ホームヘルパーとして、「人生楽しかった」と思ってもらえるように

私はホームヘルパーをしています。
ホームヘルパーというお仕事は、ご高齢者が自身で身の回りの生活をすることが難しく手助けが必要な方に、家に訪問して「様々」な手助けをする、といったお仕事です。
「様々」と、あいまいな言い方ですがお仕事の内容は訪問する家によって違います。
例えば洗濯・掃除・買い物・食事といった家事だけを行う家や、トイレ介助・食事介助・入浴介助など身体介護をしてほしいという家もあります。
 世間では介護の仕事は「きつい」「汚い」「賃金が安い」と言われていますが、私はそんなのは気にしません。確かに介護の仕事はきついですし、ご利用者様の便を処理しなければなりません。
 ですが、私は介護というお仕事にやりがいを持っています。
訪問する家々で、中には気難しい方がいらっしゃいますが、とても穏やかで見ているだけで和やかになってしまうご利用者様がいます。穏やかなご利用者様の家に行くときは、気分が何だかルンルンとなり、「ありがとう」と感謝されるたびに疲れがどこかにいってしまいます。
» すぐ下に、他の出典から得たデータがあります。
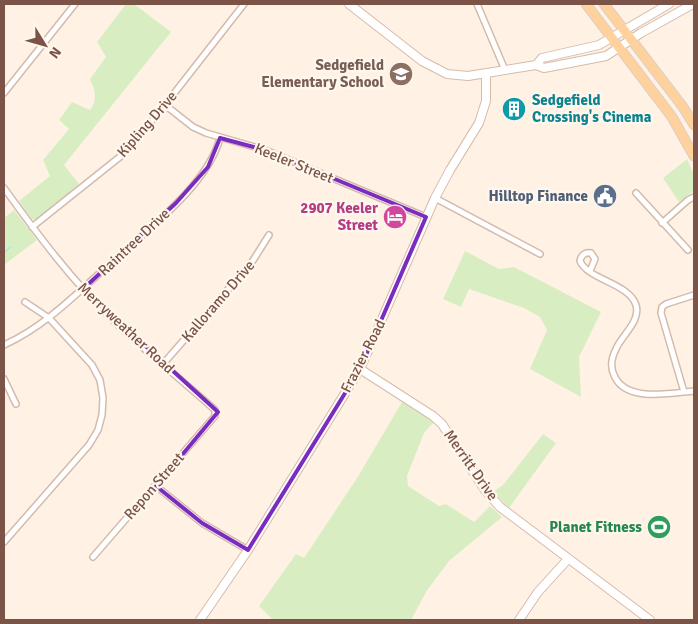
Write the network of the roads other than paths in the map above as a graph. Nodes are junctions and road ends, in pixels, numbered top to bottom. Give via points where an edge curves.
1 (74, 4) edge
2 (244, 4) edge
3 (477, 4) edge
4 (586, 4) edge
5 (604, 4) edge
6 (668, 4) edge
7 (693, 4) edge
8 (354, 5) edge
9 (625, 30) junction
10 (612, 38) junction
11 (632, 40) junction
12 (620, 48) junction
13 (536, 65) junction
14 (505, 70) junction
15 (486, 74) junction
16 (4, 93) edge
17 (165, 105) junction
18 (694, 126) edge
19 (220, 138) junction
20 (694, 156) edge
21 (4, 188) edge
22 (636, 193) dead end
23 (694, 196) edge
24 (435, 198) junction
25 (426, 218) junction
26 (662, 223) junction
27 (32, 227) junction
28 (269, 235) dead end
29 (688, 250) dead end
30 (540, 254) dead end
31 (590, 271) dead end
32 (84, 289) junction
33 (694, 295) edge
34 (25, 302) dead end
35 (49, 318) junction
36 (4, 345) edge
37 (163, 364) junction
38 (360, 369) junction
39 (4, 379) edge
40 (694, 391) edge
41 (684, 392) junction
42 (16, 404) dead end
43 (215, 416) joint
44 (156, 486) junction
45 (4, 542) edge
46 (248, 550) junction
47 (93, 557) dead end
48 (568, 559) junction
49 (200, 620) edge
50 (519, 620) edge
51 (650, 620) edge

1 - 16 street
2 - 17 street, Kipling Drive
3 - 14 street
4 - 10 main road
5 - 9 main road
6 - 9 street
7 - 11 street
8 - 15 street via 434,69 461,76
9 - 10 street
9 - 11 main road
10 - 12 main road
10 - 13 street via 594,47 542,58
11 - 12 street
11 - 18 main road via 684,107
12 - 13 street via 597,59 544,68
12 - 20 main road via 676,122
13 - 14 street
14 - 15 street
15 - 24 street, Frazier Road via 486,101 480,123
17 - 19 street, Keeler Street via 193,127
17 - 27 street, Kipling Drive via 126,152
19 - 25 street, Keeler Street via 250,144
19 - 32 street, Raintree Drive via 208,167 176,203
21 - 27 street, Merryweather Road
22 - 26 street
23 - 26 street
24 - 25 street, Frazier Road
24 - 30 street
25 - 38 street, Frazier Road
26 - 29 street
27 - 32 street, Merryweather Road
28 - 37 street, Kalloramo Drive via 252,262
31 - 41 street via 632,297 636,305 634,320 612,358 612,370 620,385 637,393
32 - 35 street, Raintree Drive
32 - 37 street, Merryweather Road via 114,322
33 - 41 street via 666,304 661,313
34 - 35 street
35 - 36 street, Raintree Drive
35 - 45 street via 92,365 100,380 102,415 89,445
37 - 43 street, Merryweather Road via 215,410
38 - 46 street, Frazier Road
38 - 48 street, Merritt Drive via 437,419 491,498
39 - 42 street
40 - 41 street
43 - 44 street, Repon Street
44 - 46 street via 202,523
44 - 47 street, Repon Street
46 - 49 street, Frazier Road
48 - 50 street via 538,592
48 - 51 street, Merritt Drive

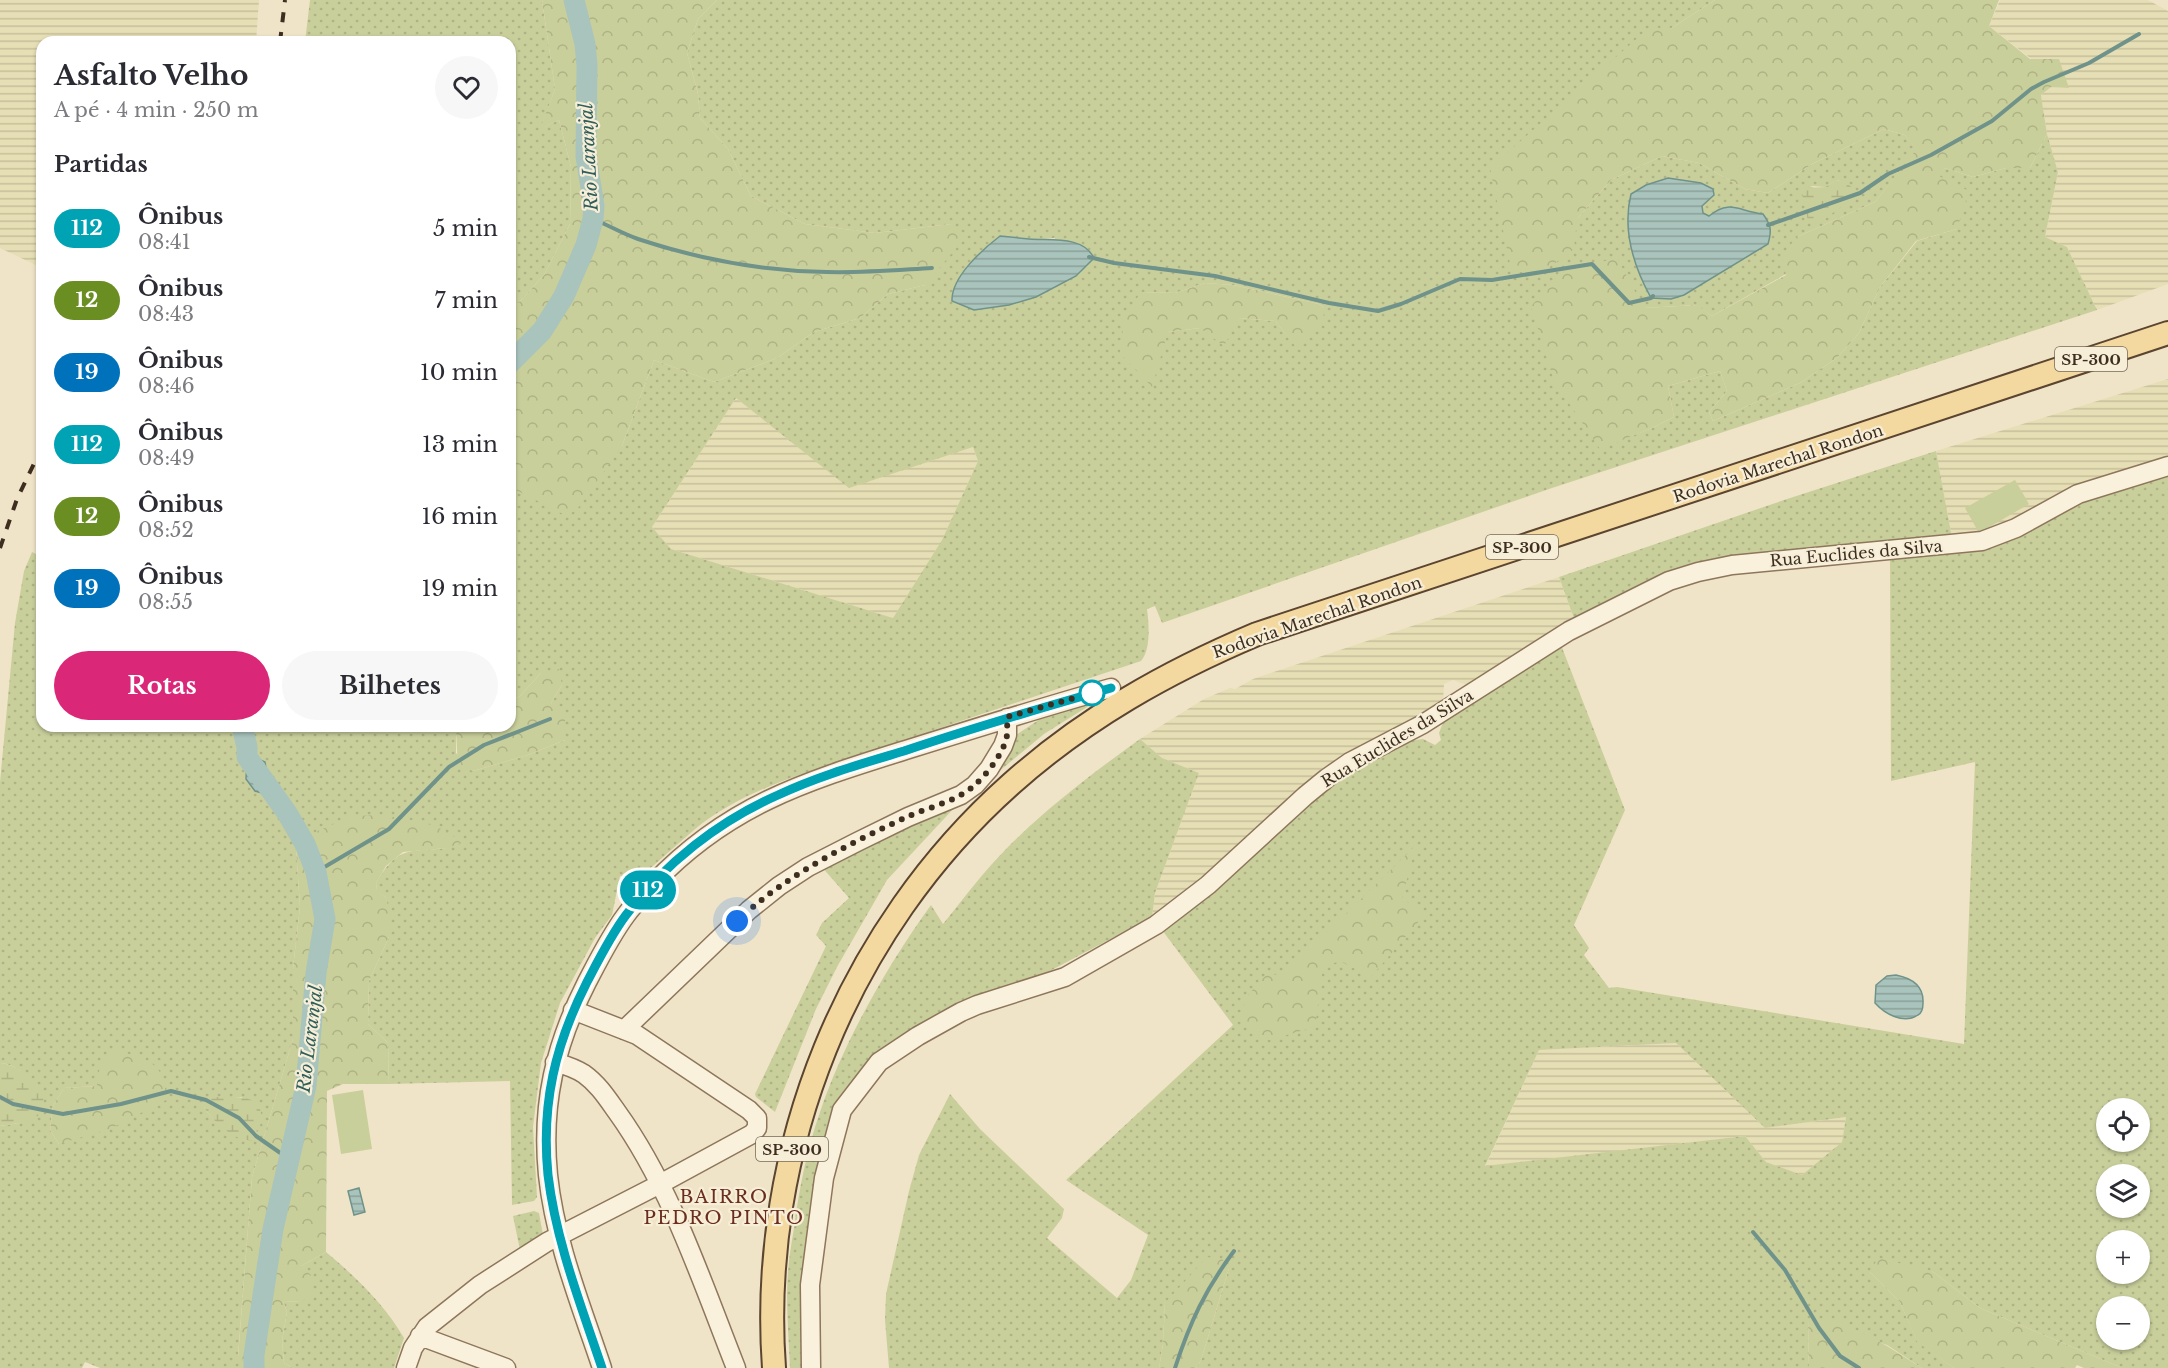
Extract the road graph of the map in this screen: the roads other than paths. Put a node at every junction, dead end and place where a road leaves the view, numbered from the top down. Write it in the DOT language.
graph roads {
  1 [pos="2168,333"];
  2 [pos="2168,466"];
  3 [pos="1111,688"];
  4 [pos="1007,717"];
  5 [pos="573,1010"];
  6 [pos="624,1030"];
  7 [pos="555,1062"];
  8 [pos="660,1184"];
  9 [pos="559,1236"];
  10 [pos="420,1336"];
  11 [pos="406,1368"];
  12 [pos="506,1368"];
  13 [pos="602,1368"];
  14 [pos="736,1368"];
  15 [pos="774,1368"];
  16 [pos="811,1368"];
  1 -- 15 [label="main road, Rodovia Marechal Rondon / SP-300"];
  2 -- 16 [label="street, Rua Euclides da Silva"];
  3 -- 4 [label="street"];
  4 -- 5 [label="street"];
  4 -- 6 [label="street"];
  5 -- 6 [label="street"];
  5 -- 7 [label="street"];
  6 -- 8 [label="street"];
  7 -- 8 [label="street"];
  7 -- 9 [label="street"];
  8 -- 9 [label="street"];
  8 -- 14 [label="street"];
  9 -- 10 [label="street"];
  9 -- 13 [label="street"];
  10 -- 11 [label="street"];
  10 -- 12 [label="street"];
}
幸いにも私は、他人の便に対して抵抗があまりないので、便の処理は嫌とは思わず淡々とこなします。
賃金も高いとはいえませんが、家賃補助や色々な待遇があるので生活する上では困りません。何より、介護のお仕事はどこにいってもあるので、どこでも働くことはできます。
 ただ、あまり心が優しい人はできないお仕事だと思っています。
人はいつか死んでしまいます。特に、ご高齢者はだんだんと身体の機能が落ちて、一週間前まで元気だったのに今日になったら亡くなってしまった、ということがよくあります。
その度に、介護に携わる人間は「もっとお話しすればよかった」「もっと念入りに身体の介助をすればよかった」と思ってしまいます。
 それを踏まえた上で、私は介護の仕事をしています。
「精一杯生きた、人生楽しかった」と思ってもらえるように、私は今日もホームヘルパーとして家に訪問をします。